The punk ethos, with which Lemmy cheerfully identified, did not allow such transactions. I left university a year after "Ace Of Spades" first came out, and although some friends of mine did go into advertising, it was genuinely agreed that by doing so they had sacrificed all respect and dignity. If a musician of conscience had allowed his greatest hit to be sold to these people, his reputation would have been in tatters. NME would have made its feelings felt. His fans would have been embarrassed to mention his name. Within months his records would have been clogging up the second-hand shops, just as Phil Collins's did a few short years later. With hindsight, Collins's crimes (which include "Another Day in Paradise") seem far more heinous.

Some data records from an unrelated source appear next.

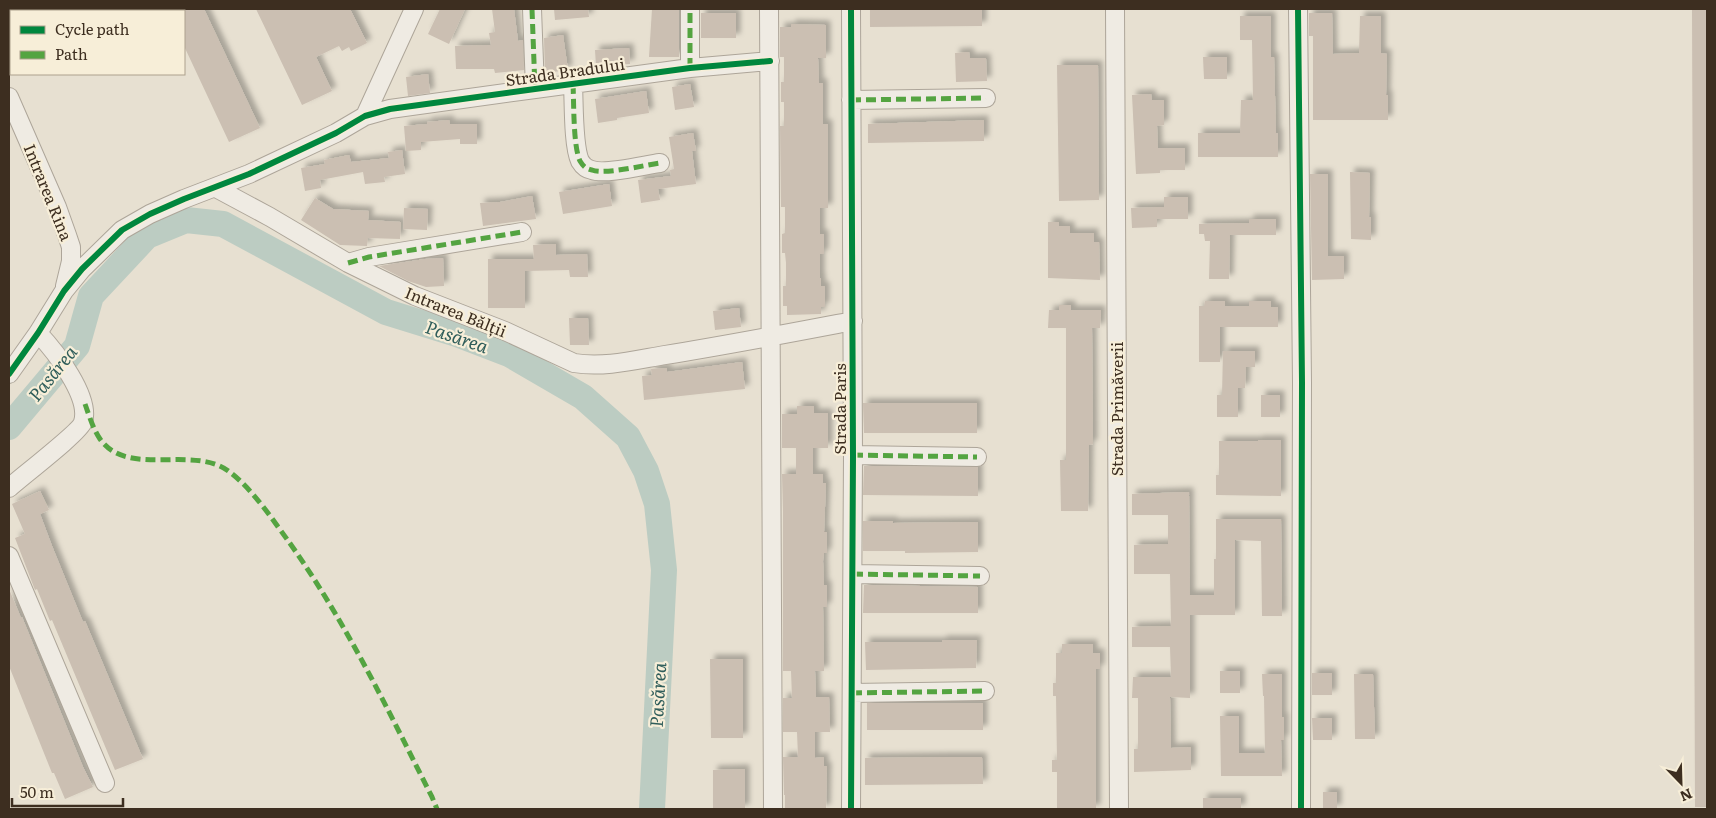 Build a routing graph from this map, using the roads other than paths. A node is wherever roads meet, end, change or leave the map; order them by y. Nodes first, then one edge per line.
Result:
1 (414, 9) edge
2 (532, 9) edge
3 (690, 9) edge
4 (769, 9) edge
5 (851, 9) edge
6 (1114, 9) edge
7 (1298, 9) edge
8 (770, 61) junction
9 (690, 68) junction
10 (573, 84) junction
11 (535, 89) junction
12 (9, 96) edge
13 (986, 98) dead end
14 (851, 100) junction
15 (366, 116) junction
16 (660, 163) dead end
17 (216, 188) junction
18 (522, 232) dead end
19 (348, 263) junction
20 (64, 291) junction
21 (852, 321) junction
22 (38, 333) junction
23 (772, 336) junction
24 (9, 374) edge
25 (853, 455) junction
26 (977, 458) dead end
27 (9, 488) edge
28 (9, 556) edge
29 (853, 574) junction
30 (980, 576) dead end
31 (985, 692) dead end
32 (852, 693) junction
33 (105, 784) dead end
34 (773, 809) edge
35 (851, 809) edge
36 (1119, 809) edge
37 (1301, 809) edge

1 - 15 street
2 - 11 street
3 - 9 street
4 - 8 street
5 - 14 street, Strada Paris
6 - 36 street, Strada Primăverii
7 - 37 street
8 - 9 street, Strada Bradului
8 - 23 street
9 - 10 street, Strada Bradului
10 - 11 street, Strada Bradului
10 - 16 street
11 - 15 street, Strada Bradului
12 - 20 street, Intrarea Rina
13 - 14 street
14 - 21 street, Strada Paris
15 - 17 street, Strada Bradului
17 - 19 street, Intrarea Bălții
17 - 20 street, Strada Bradului
18 - 19 street
19 - 23 street, Intrarea Bălții
20 - 22 street
21 - 23 street, Intrarea Bălții
21 - 25 street, Strada Paris
22 - 24 street
22 - 27 street
23 - 34 street
25 - 26 street
25 - 29 street, Strada Paris
28 - 33 street
29 - 30 street
29 - 32 street, Strada Paris
31 - 32 street
32 - 35 street, Strada Paris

But now everyone recognises that pop stars need to make a bob or two. The bottom has fallen out of the record industry, with only people's parents and the mentally disadvantaged actually paying full price for a CD instead of nicking it off the internet. Such are Madonna's overheads that we fully understand her need to charge us several hundred pounds to see her live, singing those tinny little songs while dressed as a marrow, or whatever.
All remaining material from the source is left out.